C6FFEE9F-95CB-46A7-9614-091FCC858B3D.jpeg Principles are magnetic; only they attract those who share them. Sound principles that have been settled on carefully and logically are the most powerful such magnet, attracting the like-minded and the truth seekers alike because they don’t rely on propaganda to deceive. They speak for themselves and aren’t afraid of genuine scrutiny. After all, it was genuine scrutiny that revealed the truth that created them in the first place.

All living things are drawn to what they can rely on, what they can trust to ensure their survival and the survival of what and who is most important to them. We all seek the most reliable, repeatable, or intuitive means to achieve the ends of survival and happiness available to us. And once we find a means we believe in, we keep going to that source until it lets us down or until we find a better means we hadn’t discovered or understood before. Or, as human beings, we invent new means and help to move the whole world forward.

This leads to a constant quest for better means for satisfying needs and wants and for increasingly deep truth because only true solutions will satisfy us, while counterfeits will continue to leave us thirsty.

Deception can be a powerful force in nature. The angler fish has a built-in lure it uses to trick its prey; the venus flytrap and the leaf fish lure insects and small fish to feed on with their deceptive appearance. In fact, most, if not all, living things are subject to deception and can be tricked into believing a mirage is an oasis in the desert, a lamp is the sun, or that a knock-off is the real thing. This is why, as humans, we are susceptible to falling for the intentional deception of propaganda.

As life has become increasingly fast-paced and we have found ourselves in a hamster wheel where we can’t seem to catch up, reliance on minimal data to make snap judgements has become one of the tools of modern survival. In too many cases, superficiality and immediate gratification have replaced deeper meaning, more fulfilling relationships, and sustained happiness as deliberation is increasingly replaced by impulse.

Sometimes, we get lucky and these snap judgements lead to optimal long-term outcomes because, for all the flaws of making snap judgements on limited data, the brain is an incredibly powerful supercomputer that can operate on a very high level when it isn’t being deceived. It can even spot and avoid deception when it is truly operating at peak performance.

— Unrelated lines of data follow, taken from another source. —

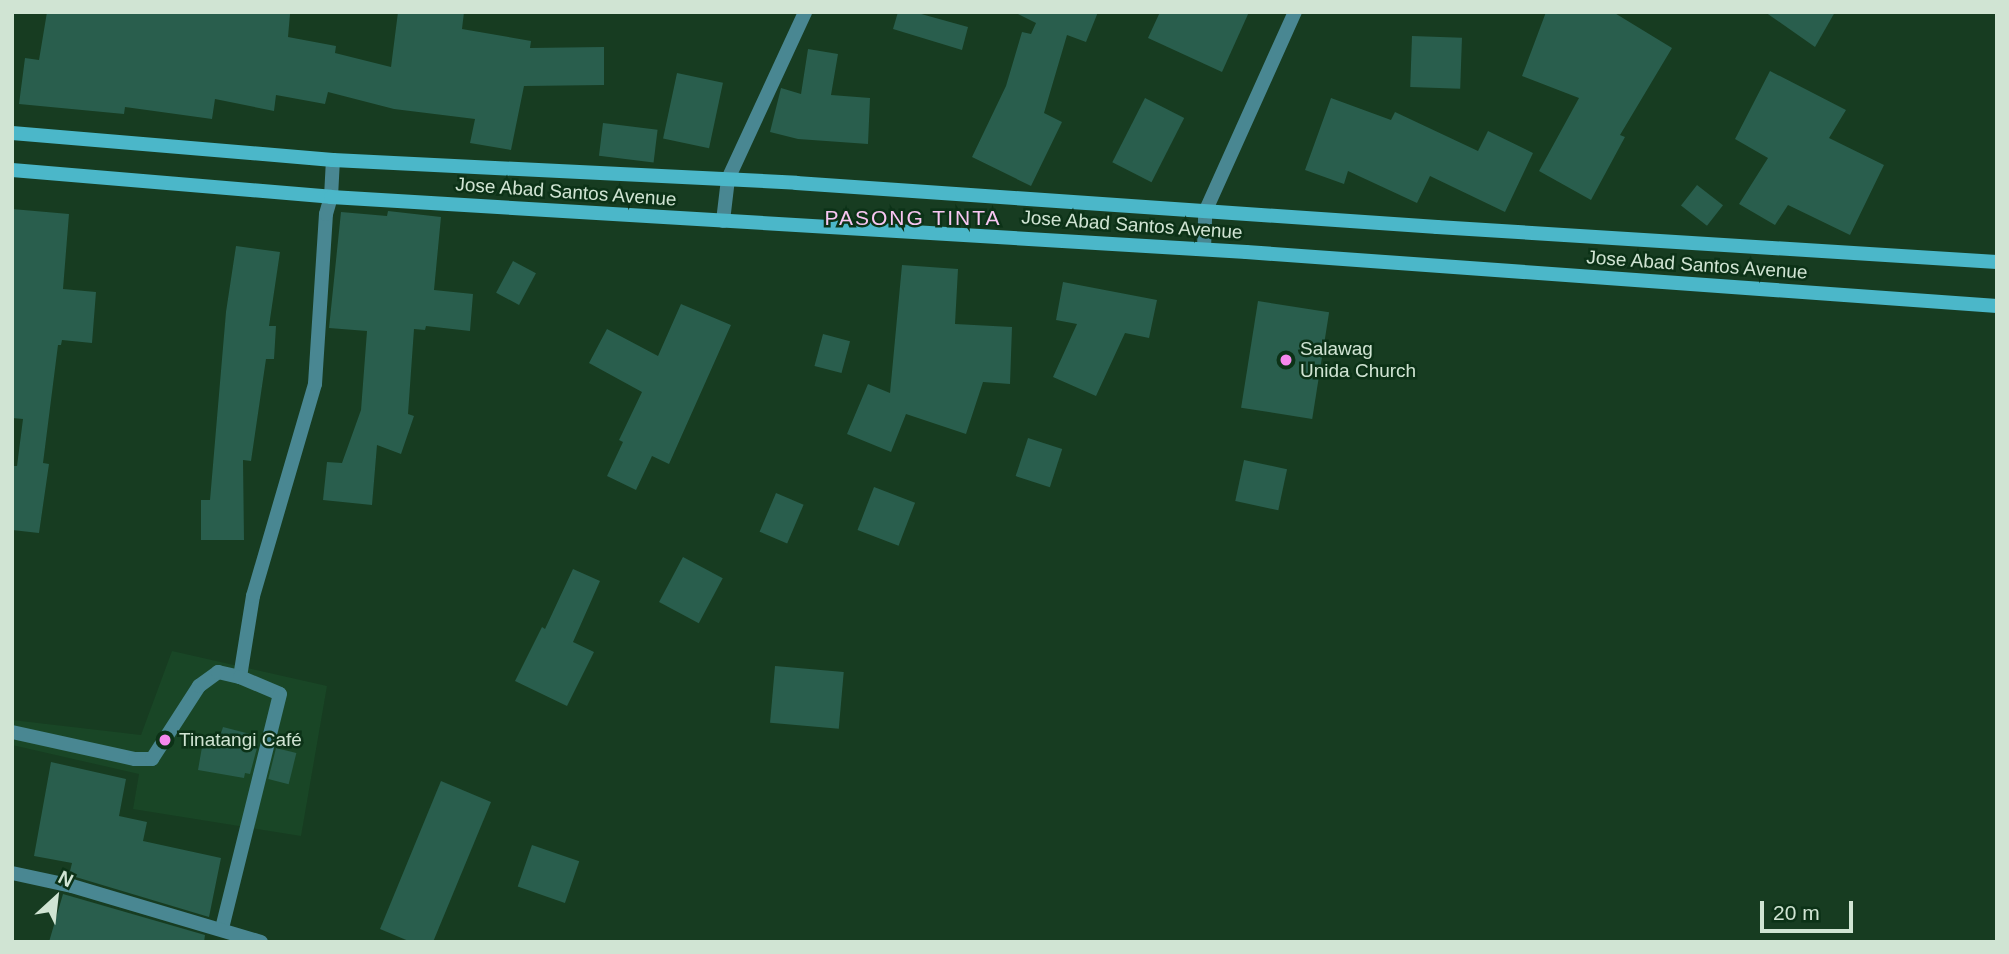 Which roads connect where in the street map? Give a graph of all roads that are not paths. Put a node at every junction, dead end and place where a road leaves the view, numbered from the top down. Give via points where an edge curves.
1 (806, 12) edge
2 (1295, 12) edge
3 (12, 133) edge
4 (334, 160) junction
5 (12, 170) edge
6 (727, 179) junction
7 (331, 197) junction
8 (1205, 212) junction
9 (723, 221) junction
10 (1204, 249) junction
11 (1997, 262) edge
12 (1997, 306) edge
13 (240, 677) junction
14 (12, 732) edge
15 (12, 873) edge
16 (222, 929) junction
17 (261, 942) edge

1 - 6 street
2 - 8 street
3 - 4 main road, Jose Abad Santos Avenue
4 - 6 main road, Jose Abad Santos Avenue
4 - 7 street
5 - 7 main road, Jose Abad Santos Avenue
6 - 8 main road, Jose Abad Santos Avenue
6 - 9 street
7 - 9 main road, Jose Abad Santos Avenue
7 - 13 street via 326,214 315,384 253,596
8 - 10 street
8 - 11 main road, Jose Abad Santos Avenue
9 - 10 main road, Jose Abad Santos Avenue
10 - 12 main road, Jose Abad Santos Avenue
13 - 14 street via 218,673 199,686 152,759
13 - 16 street via 280,694
15 - 16 street
16 - 17 street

For this reason, in order for inauthenticity to thrive, it must inherit or create a world full of confusion, mixed messages, emotions, and distractions. These obstacles serve to “gum up” the inner workings of the mind and strip it of its efficiency, leaving it more vulnerable to deception.

This is why, when we find ourselves fed up with the awful results of falling for deception and we finally slow down long enough to reconsider our assumptions, we enter into a deeper search for a firmer grasp on the truth. Human intuition is extremely powerful and must not be dismissed lightly, so we must be unafraid to pursue the truth we discover, to question it and put it to very rigorous tests, and advocate for it with others so that we and they can continue to test it. This is how we find viable alternatives or confirmation that we are already on the right track.

While we may not always be as inviting or productive as we would like when we advocate for what we believe in, it is important to keep these two goals in mind when we decide how to communicate our ideas so as not to prevent an avenue for open dialogue and exploration.

Since we have landed on these ideas through careful, deliberate, and extensive scrutiny, they have earned their place. The honesty with which we discovered them and share them proves extremely attractive to people who are on a similar quest for something reliable, even if we don’t fully agree. A genuine quest for truth attracts other truth-seekers. Watering down your message and being dishonest with yourself only attracts other dishonest people. They are being dishonest with themselves and with you for any number of reasons, just as you are if you water down your message.

Principles are magnetic. Sound principles that have been settled on carefully and logically are the most powerful such magnet. They speak for themselves and aren’t afraid of genuine scrutiny. After all, they were borne of genuine scrutiny in the first place. As Thomas Paine said, “It is error only, and not truth, that shrinks from inquiry.”